──────── Record set
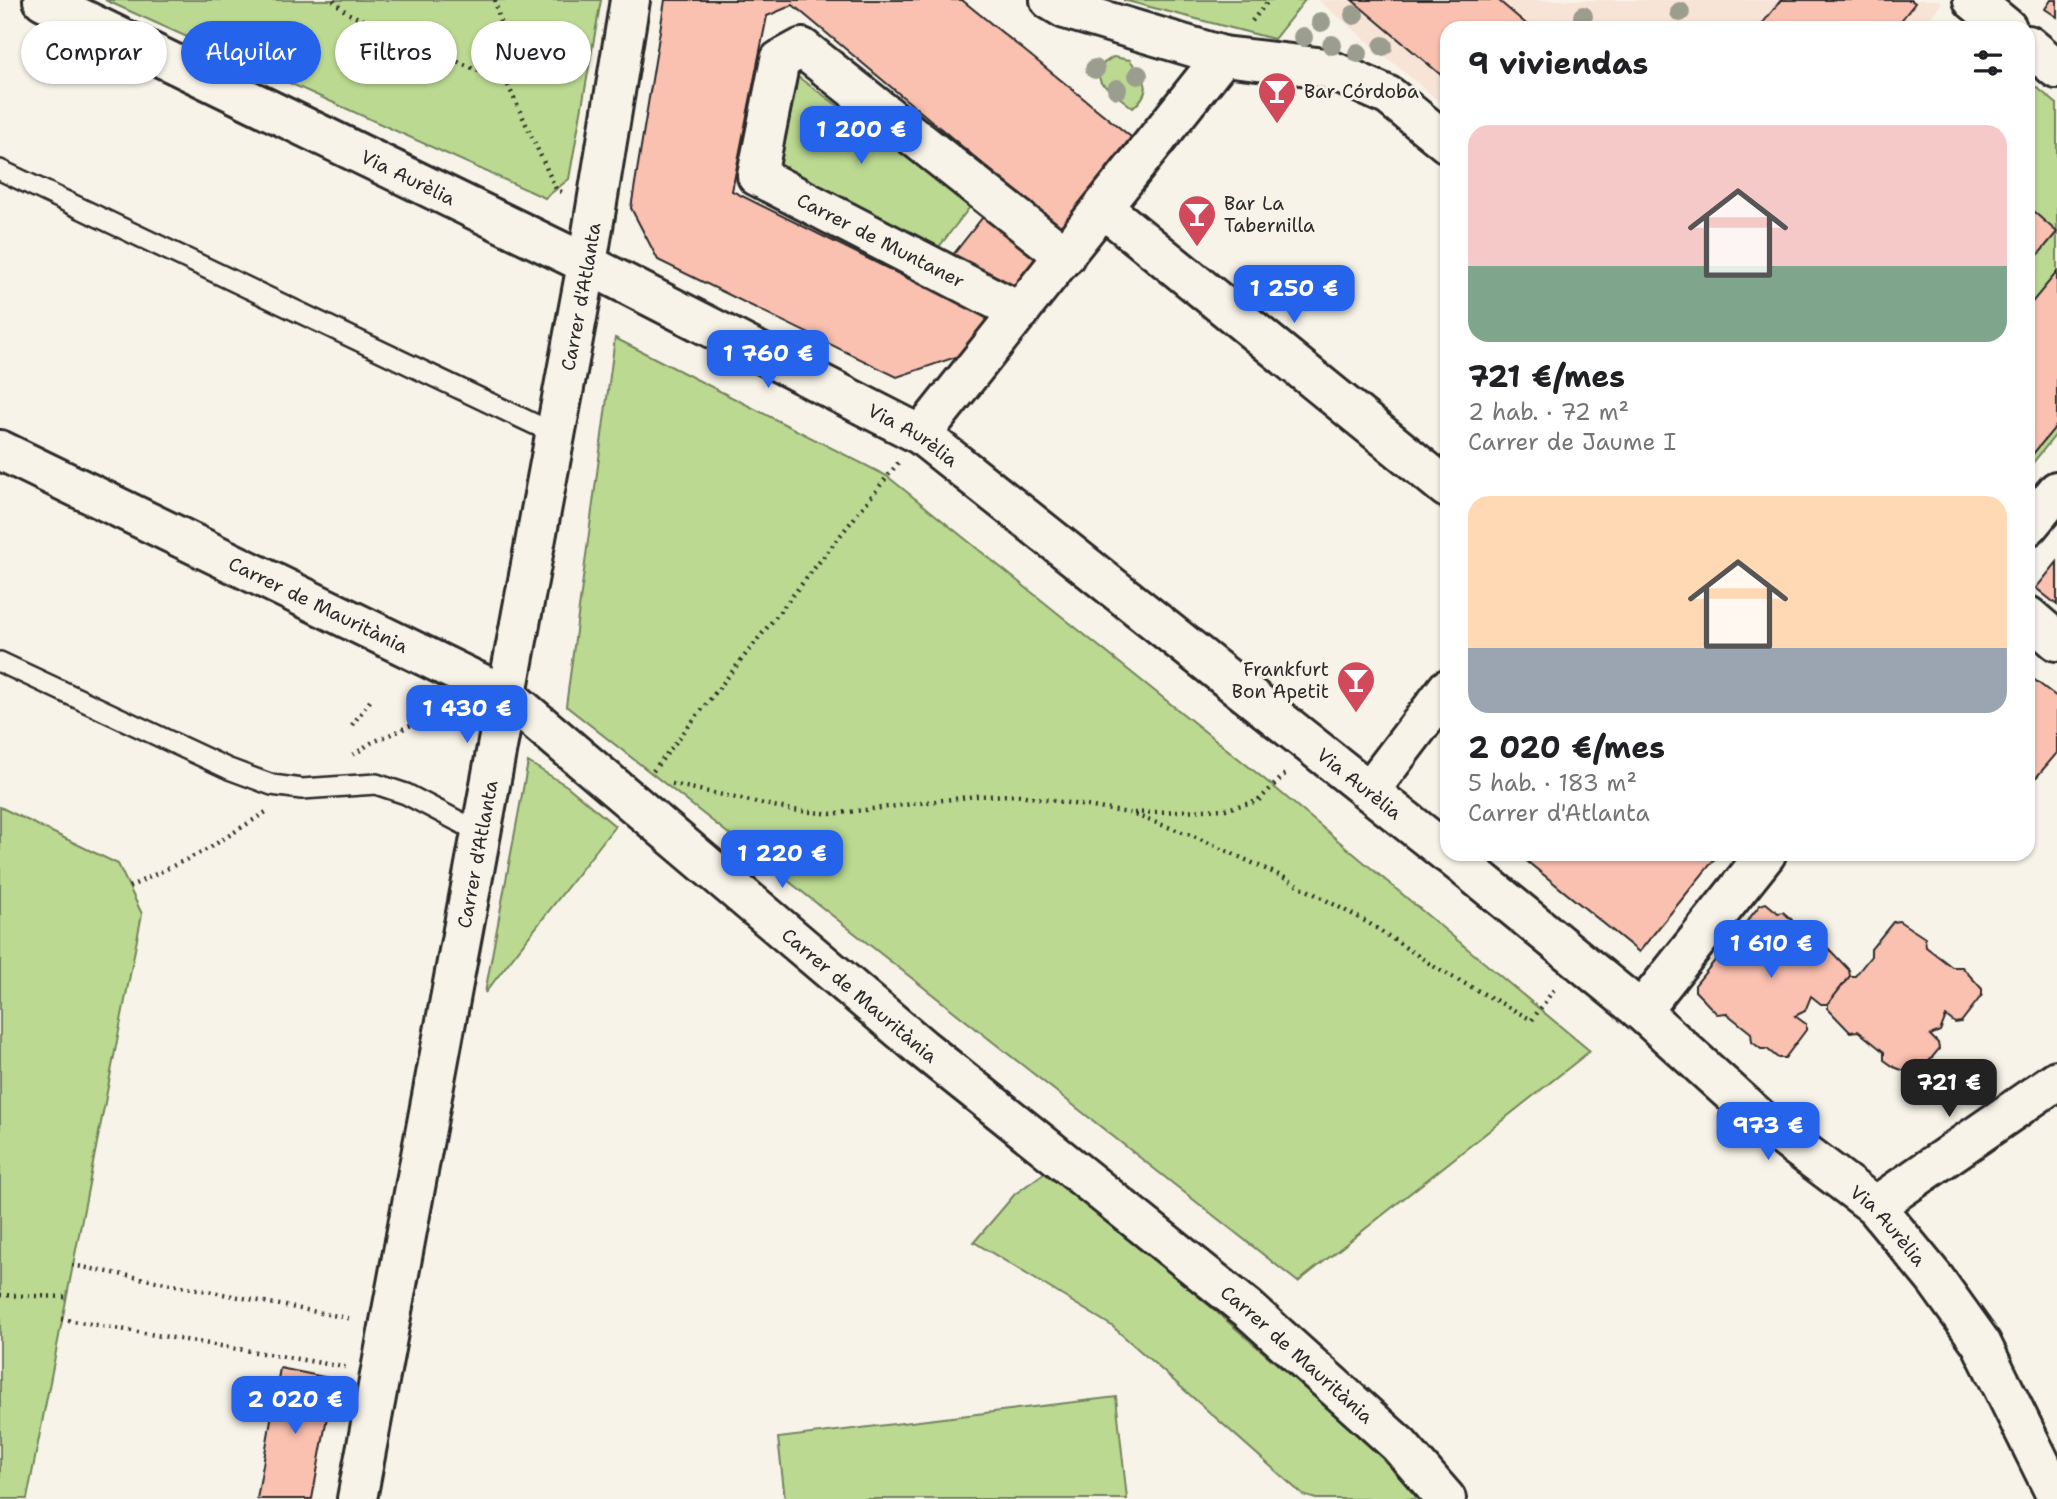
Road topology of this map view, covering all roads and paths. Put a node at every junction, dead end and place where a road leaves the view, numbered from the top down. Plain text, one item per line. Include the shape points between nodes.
1 (43, 0) edge
2 (333, 0) edge
3 (495, 0) edge
4 (630, 0) edge
5 (1050, 0) edge
6 (500, 21) edge
7 (2035, 52) edge
8 (1223, 56) junction
9 (471, 67) edge
10 (2057, 69) edge
11 (507, 84) edge
12 (1440, 137) edge
13 (0, 170) edge
14 (556, 189) dead end
15 (1103, 208) junction
16 (1065, 256) junction
17 (587, 264) junction
18 (1020, 312) junction
19 (555, 434) junction
20 (921, 435) junction
21 (0, 450) edge
22 (887, 476) dead end
23 (1440, 482) edge
24 (2057, 491) edge
25 (2035, 518) edge
26 (2035, 621) edge
27 (2057, 641) edge
28 (0, 662) edge
29 (507, 696) junction
30 (373, 697) dead end
31 (1440, 698) edge
32 (456, 705) dead end
33 (352, 725) dead end
34 (371, 743) dead end
35 (1311, 743) junction
36 (662, 760) dead end
37 (660, 782) dead end
38 (1370, 790) junction
39 (1129, 813) junction
40 (481, 833) junction
41 (1440, 847) edge
42 (206, 850) dead end
43 (1458, 861) edge
44 (1760, 861) edge
45 (129, 887) dead end
46 (1539, 1008) dead end
47 (1641, 1011) junction
48 (2057, 1080) edge
49 (1875, 1206) junction
50 (72, 1265) dead end
51 (0, 1295) edge
52 (66, 1297) dead end
53 (61, 1319) dead end
54 (355, 1320) dead end
55 (346, 1367) dead end
56 (2057, 1497) edge
57 (357, 1499) edge
58 (1446, 1499) edge

1 - 17 street, Via Aurèlia
2 - 9 path via 347,13
3 - 6 path
4 - 17 street, Carrer d'Atlanta
5 - 8 street via 1065,9
7 - 10 street
8 - 12 street via 1326,68 1389,96
8 - 15 street
11 - 14 path
13 - 19 lane
15 - 16 street
15 - 23 street
16 - 18 street
16 - 18 street, Carrer de Muntaner via 802,48 780,60 757,176
17 - 19 street, Carrer d'Atlanta
17 - 20 street, Via Aurèlia
18 - 20 street
19 - 29 street, Carrer d'Atlanta
20 - 35 street, Via Aurèlia
21 - 29 street, Carrer de Mauritània
22 - 36 path
24 - 25 street
26 - 27 street
28 - 40 lane via 272,785 302,789 376,784 406,793
29 - 40 street, Carrer d'Atlanta
29 - 58 street, Carrer de Mauritània via 922,1048 1248,1309 1399,1444
30 - 33 path
31 - 38 street
32 - 34 path
35 - 38 street, Via Aurèlia
35 - 39 path via 1258,801 1226,809
37 - 39 path via 832,814 1019,795
38 - 41 street, Via Aurèlia
39 - 46 path via 1207,841 1281,876 1532,1020
40 - 57 street, Carrer d'Atlanta
42 - 45 path
43 - 47 street, Via Aurèlia
44 - 47 street
47 - 49 street, Via Aurèlia via 1760,1119
48 - 49 street
49 - 56 street, Via Aurèlia via 1981,1343
50 - 54 path
51 - 52 path
53 - 55 path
────────────────
:: Description of the task ::
All of the entries above need to be transcribed exactly, except for the pictures.

:: Result ::
Road topology of this map view, covering all roads and paths. Put a node at every junction, dead end and place where a road leaves the view, numbered from the top down. Plain text, one item per line. Include the shape points between nodes.
1 (43, 0) edge
2 (333, 0) edge
3 (495, 0) edge
4 (630, 0) edge
5 (1050, 0) edge
6 (500, 21) edge
7 (2035, 52) edge
8 (1223, 56) junction
9 (471, 67) edge
10 (2057, 69) edge
11 (507, 84) edge
12 (1440, 137) edge
13 (0, 170) edge
14 (556, 189) dead end
15 (1103, 208) junction
16 (1065, 256) junction
17 (587, 264) junction
18 (1020, 312) junction
19 (555, 434) junction
20 (921, 435) junction
21 (0, 450) edge
22 (887, 476) dead end
23 (1440, 482) edge
24 (2057, 491) edge
25 (2035, 518) edge
26 (2035, 621) edge
27 (2057, 641) edge
28 (0, 662) edge
29 (507, 696) junction
30 (373, 697) dead end
31 (1440, 698) edge
32 (456, 705) dead end
33 (352, 725) dead end
34 (371, 743) dead end
35 (1311, 743) junction
36 (662, 760) dead end
37 (660, 782) dead end
38 (1370, 790) junction
39 (1129, 813) junction
40 (481, 833) junction
41 (1440, 847) edge
42 (206, 850) dead end
43 (1458, 861) edge
44 (1760, 861) edge
45 (129, 887) dead end
46 (1539, 1008) dead end
47 (1641, 1011) junction
48 (2057, 1080) edge
49 (1875, 1206) junction
50 (72, 1265) dead end
51 (0, 1295) edge
52 (66, 1297) dead end
53 (61, 1319) dead end
54 (355, 1320) dead end
55 (346, 1367) dead end
56 (2057, 1497) edge
57 (357, 1499) edge
58 (1446, 1499) edge

1 - 17 street, Via Aurèlia
2 - 9 path via 347,13
3 - 6 path
4 - 17 street, Carrer d'Atlanta
5 - 8 street via 1065,9
7 - 10 street
8 - 12 street via 1326,68 1389,96
8 - 15 street
11 - 14 path
13 - 19 lane
15 - 16 street
15 - 23 street
16 - 18 street
16 - 18 street, Carrer de Muntaner via 802,48 780,60 757,176
17 - 19 street, Carrer d'Atlanta
17 - 20 street, Via Aurèlia
18 - 20 street
19 - 29 street, Carrer d'Atlanta
20 - 35 street, Via Aurèlia
21 - 29 street, Carrer de Mauritània
22 - 36 path
24 - 25 street
26 - 27 street
28 - 40 lane via 272,785 302,789 376,784 406,793
29 - 40 street, Carrer d'Atlanta
29 - 58 street, Carrer de Mauritània via 922,1048 1248,1309 1399,1444
30 - 33 path
31 - 38 street
32 - 34 path
35 - 38 street, Via Aurèlia
35 - 39 path via 1258,801 1226,809
37 - 39 path via 832,814 1019,795
38 - 41 street, Via Aurèlia
39 - 46 path via 1207,841 1281,876 1532,1020
40 - 57 street, Carrer d'Atlanta
42 - 45 path
43 - 47 street, Via Aurèlia
44 - 47 street
47 - 49 street, Via Aurèlia via 1760,1119
48 - 49 street
49 - 56 street, Via Aurèlia via 1981,1343
50 - 54 path
51 - 52 path
53 - 55 path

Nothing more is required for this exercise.